A child offender should only be remanded as last resort when that is the only way to protect both the child and the society. The trial of such a child should not take place in a regular court setting which is likely to intimidate the child but it should be in a very informal and child friendly setting.
However, certain criteria can be identified as numerous factors militating against the effective administration of juvenile system in Nigeria. They include:
1. Improper justice system: Lack of proper justice system in Nigeria’s administrative system can be viewed as one of the key factors affecting juvenile system of administration in the country.
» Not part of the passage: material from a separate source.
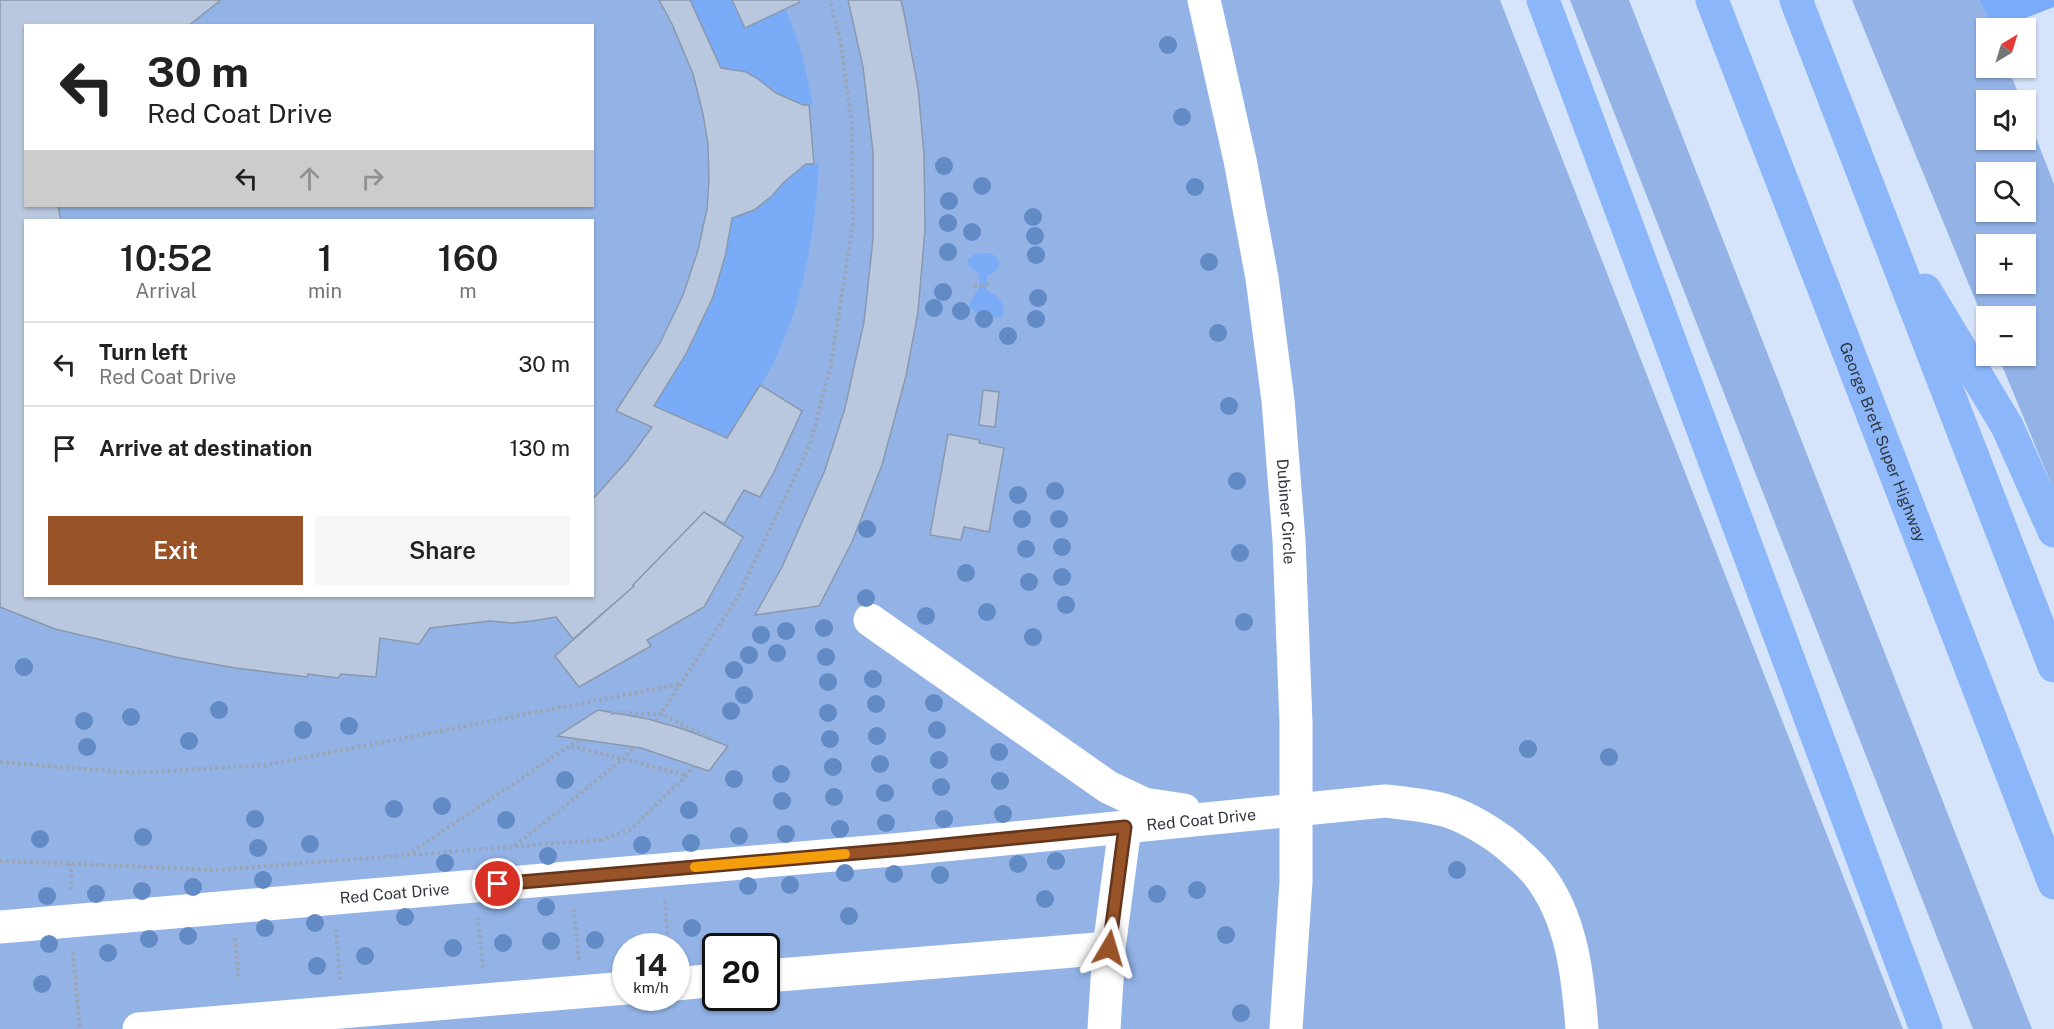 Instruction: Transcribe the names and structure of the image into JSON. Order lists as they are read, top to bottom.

2. Constitutional defects: the non inclusion of certain child’s right act into the constitution of the federal republic has impedes on the growth of an effective juvenile administration in the country.
3. Lack of juvenile court judges: the absences or lack of juvenile court judges and lawyers has greatly affected the administration of juvenile. The case of were children are abuse or molested but don’t have judges or lawyers to defend is increasingly becoming an embarrassment for the nation.
4. Funding: lack of funds especially from the government and partners have hinder juvenile system of administration in the country. Funds are needed in prosecuting and making the cases of abuse children heard in the outside world. If these trends continue, I fear we will still continue to live in limbo!
5. Attitudinal and cultural changes: the kind of parental and societal attitudes attach to children behaviours in our present world today can be seen as our ‘normal way of life’. We tend to put cultural ties to the defends of child’s character if infringe upon.